La montagna non solo come paesaggio, ma come stato d'animo, intriso di silenzi, forza e memoria.

Così dice di Augusto Murer il curatore della mostra dedicata all'artista che si apre a Malborghetto, in provincia di Udine, nel cuore delle Alpi Giulie. 'Murer delle Montagne' resterà aperta fino al 3 agosto (a ingresso libero) e presenterà oltre 30 opere, tra sculture, dipinti e multipli, per celebrare uno dei più grandi protagonisti della scultura italiana del Novecento.

Formatosi tra Ortisei e Venezia, Murer è stato autore di prestigiose commissioni pubbliche, tra cui La Partigiana per Venezia (1964), il Monumento ai Caduti sulla piana del Cansiglio (1970), le Porte in bronzo della Cattedrale di Caxias do Sul in Brasile (1974). Ha partecipato a numerose mostre e eventi internazionali come la Biennale di Venezia e un'esposizione al Museo dell'Ermitage. Nel 1975 ha realizzato incisioni per Il Sergente della Neve di Mario Rigoni Stern. Tra le sue ultime opere spicca L'Albero della Vita (1985). Murer è morto a Padova l'11 giugno 1985 e il suo studio è oggi un museo che conserva molti dei suoi lavori in legno e bronzo.

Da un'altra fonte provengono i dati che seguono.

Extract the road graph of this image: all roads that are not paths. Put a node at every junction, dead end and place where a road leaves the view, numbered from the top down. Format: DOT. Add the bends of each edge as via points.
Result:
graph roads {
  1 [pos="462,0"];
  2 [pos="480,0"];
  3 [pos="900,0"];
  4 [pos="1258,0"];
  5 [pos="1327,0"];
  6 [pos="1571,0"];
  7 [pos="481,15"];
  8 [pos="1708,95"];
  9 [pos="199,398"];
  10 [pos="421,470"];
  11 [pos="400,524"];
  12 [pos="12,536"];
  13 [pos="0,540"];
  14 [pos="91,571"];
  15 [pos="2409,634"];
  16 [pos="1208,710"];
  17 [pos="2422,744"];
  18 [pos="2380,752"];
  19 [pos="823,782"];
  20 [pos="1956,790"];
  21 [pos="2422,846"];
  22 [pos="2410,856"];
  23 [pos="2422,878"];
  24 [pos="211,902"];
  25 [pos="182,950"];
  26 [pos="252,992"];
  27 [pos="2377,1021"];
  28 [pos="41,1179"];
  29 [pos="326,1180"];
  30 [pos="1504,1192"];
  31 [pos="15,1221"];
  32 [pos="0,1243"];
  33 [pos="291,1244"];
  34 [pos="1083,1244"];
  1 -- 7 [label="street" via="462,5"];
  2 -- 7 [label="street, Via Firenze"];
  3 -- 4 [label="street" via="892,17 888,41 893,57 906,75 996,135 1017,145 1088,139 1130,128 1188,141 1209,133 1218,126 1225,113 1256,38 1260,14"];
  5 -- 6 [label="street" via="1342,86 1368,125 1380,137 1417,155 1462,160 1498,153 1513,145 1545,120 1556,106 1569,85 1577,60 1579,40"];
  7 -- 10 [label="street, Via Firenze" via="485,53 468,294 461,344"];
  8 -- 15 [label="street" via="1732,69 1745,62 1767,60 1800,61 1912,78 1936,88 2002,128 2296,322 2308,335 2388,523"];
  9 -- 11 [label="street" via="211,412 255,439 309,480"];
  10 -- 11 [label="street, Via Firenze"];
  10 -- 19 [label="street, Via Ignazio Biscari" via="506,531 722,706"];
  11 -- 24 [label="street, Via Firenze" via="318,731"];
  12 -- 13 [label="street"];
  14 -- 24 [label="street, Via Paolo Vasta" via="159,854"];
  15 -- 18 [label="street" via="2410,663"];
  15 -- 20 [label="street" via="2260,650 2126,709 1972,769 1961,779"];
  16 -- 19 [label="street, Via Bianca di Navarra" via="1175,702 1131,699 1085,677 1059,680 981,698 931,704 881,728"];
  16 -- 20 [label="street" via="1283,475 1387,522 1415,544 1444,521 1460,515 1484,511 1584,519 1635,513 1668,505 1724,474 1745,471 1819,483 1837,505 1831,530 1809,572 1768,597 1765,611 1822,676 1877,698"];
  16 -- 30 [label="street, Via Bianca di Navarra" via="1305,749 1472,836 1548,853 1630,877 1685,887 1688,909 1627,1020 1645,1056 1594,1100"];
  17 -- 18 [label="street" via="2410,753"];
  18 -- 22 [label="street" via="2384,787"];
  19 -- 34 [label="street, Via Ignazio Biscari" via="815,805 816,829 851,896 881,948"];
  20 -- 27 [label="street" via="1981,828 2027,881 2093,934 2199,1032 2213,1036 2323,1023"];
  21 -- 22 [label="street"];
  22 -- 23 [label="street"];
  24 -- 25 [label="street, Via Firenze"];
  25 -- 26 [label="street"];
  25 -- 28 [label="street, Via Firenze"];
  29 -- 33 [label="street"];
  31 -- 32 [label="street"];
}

"Curare questo percorso espositivo è stato un viaggio intenso nell'opera e nell'anima di un artista capace di trasformare legno e bronzo in testimonianze pulsanti di umanità" dice il curatore Willy Montini che sottolinea: "Questa mostra non intende semplicemente spiegare, ma emozionare, cercando un dialogo diretto con il cuore di chi osserva".